Elizabeth owned Casa Kimberly until 1990, when she sold it, leaving behind the home’s original furnishings, art, and her other personal property. Today the home is run as a bed and breakfast, but you can also stop by for a tour. Click here for more information.

Kalizma (May 1967-?)
After renting the 279-ton, 147-foot former steamboat called the Odysseia, the Burtons bought it for $192,000. The Burtons renamed it the Kalizma, after their daughters: Kate Burton, Liza Todd, and Maria Burton. Updated by the designer Barbosa, the yacht, finished in Edwardian mahogany and chrome, had seven cabins and two staterooms which could house a total of fourteen guests, including the five man crew. Inside, the yacht was brimming with beautiful objet d’art, including expensive paintings by Monet, Picasso, Van Gogh, and Vlaminck; a bust of Churchill by Epstein in the salon, Burton’s books, as well as fine Chippendale furniture and English tapestries. Said Burton of their new floating home, “I can’t as ‘twere stop touching it and staring at it, as if it were a beautiful baby or a puppy-dog. Something you can’t believe is your very own.”

Nearly every week the yacht was docked at some fabulous foreign port along the Mediterranean, and filled with such VIP guests as Rex Harrison, Rachel Roberts, and Tennessee Williams. Each night a cold buffet of salmon, caviar and chicken was laid out for their guests, where, over dinner, the Burtons could tell the tale of a previous owner who would play Bach on the organ during storms at sea.

Elizabeth later sold the Kalizma for $6 million dollars.

John Warner’s homes
After falling in love with politician John Warner, Elizabeth moved into his 2,700-acre Virginia cattle farm in Middleburg, Virginia, called Atoka Farm.

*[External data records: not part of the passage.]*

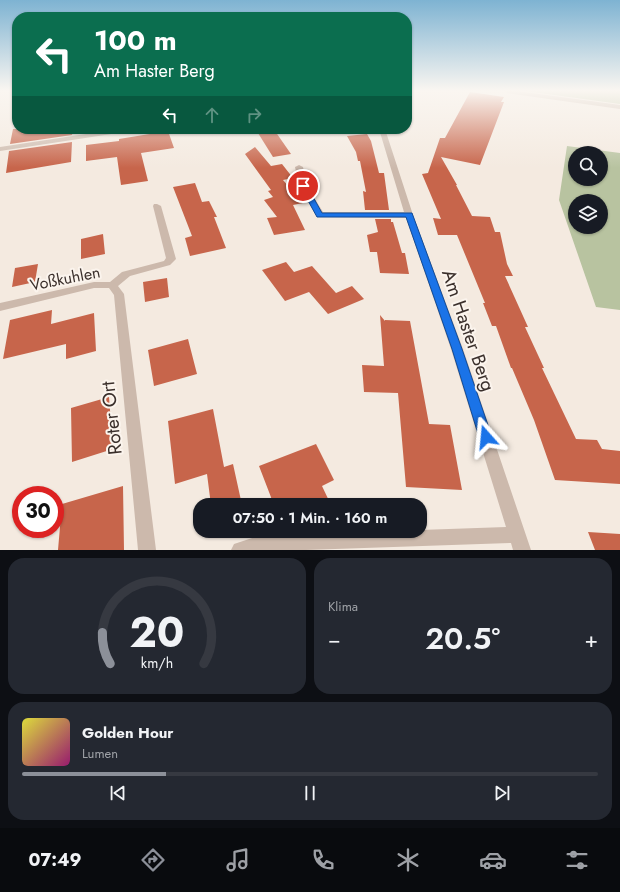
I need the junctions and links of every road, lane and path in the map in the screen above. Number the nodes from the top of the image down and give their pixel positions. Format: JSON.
{"nodes":[{"id":1,"x":84,"y":134,"type":"edge"},
{"id":2,"x":384,"y":134,"type":"edge"},
{"id":3,"x":0,"y":149,"type":"edge"},
{"id":4,"x":299,"y":167,"type":"dead end"},
{"id":5,"x":157,"y":206,"type":"dead end"},
{"id":6,"x":409,"y":215,"type":"junction"},
{"id":7,"x":112,"y":285,"type":"junction"},
{"id":8,"x":0,"y":307,"type":"edge"},
{"id":9,"x":519,"y":543,"type":"edge"},
{"id":10,"x":147,"y":550,"type":"edge"},
{"id":11,"x":240,"y":550,"type":"edge"}],
"edges":[{"from":1,"to":3,"type":"street"},
{"from":2,"to":6,"type":"street","name":"Am Haster Berg"},
{"from":4,"to":6,"type":"street"},
{"from":5,"to":7,"type":"street","name":"Voßkuhlen"},
{"from":6,"to":9,"type":"street","name":"Am Haster Berg"},
{"from":7,"to":8,"type":"street","name":"Voßkuhlen"},
{"from":7,"to":10,"type":"street","name":"Roter Ort"},
{"from":9,"to":11,"type":"street"}]}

The picturesque stone home sits about a mile from the front gates. Outdoors there is a pool, two tennis courts, and horse stable.

Elizabeth also lived in Warner’s Georgetown, Washington townhouse.

Los Angeles (1981-present)
In 1981, Elizabeth, who was house hunting, purchased her current home on the spot: a two-story brick and shingle California ranch-style house dotting a hillside in a lush enclave of Los Angeles. The sale of the home, originally owned by Nancy Sinatra Sr., included all the furnishings.

The home is furnished with eighteenth century English antiques, expensive French Aubusson carpets, and one of the world’s foremost Impressionist art collections hanging on crisp white walls. The beautifully appointed living room contains Elizabeth’s magnificent collection of amethyst crystals, bronze horses sculpted by daughter Liza Todd, treasured photographs, a gilded birdcage, and an aquarium which is home to an array of tropical fish. Flowers and plants scent the rooms, which includes several guest rooms, a library, and a screening room. Elizabeth’s quarters, with soaring cathedral ceilings, encompasses the entire second story of the home. The bedroom proper (painted in Elizabeth’s signature violet) has a view over the swimming pool below, which is surrounded by lush potted plants.

Outside, a lush tropical garden (which can be seen from the living room) was designed by Elizabeth and her former husband Larry Fortensky, with white and purple flowers, done at a reported cost of $200,000. Another garden, called the jungle, is a home to many unusual birds and insects, and contains palm fronds, birds-of-paradise, and bamboo. Elizabeth has said, “My garden is my private world, filled with beauty and romance. It’s a source of inspiration for many of my fragrances.” It is also a place of reflection and serenity. “I can look out on the lovely garden, where one tree in particular inspires me if I am down. It has an exotic, magical quality, like the woods that come alive in The Wizard of Oz.”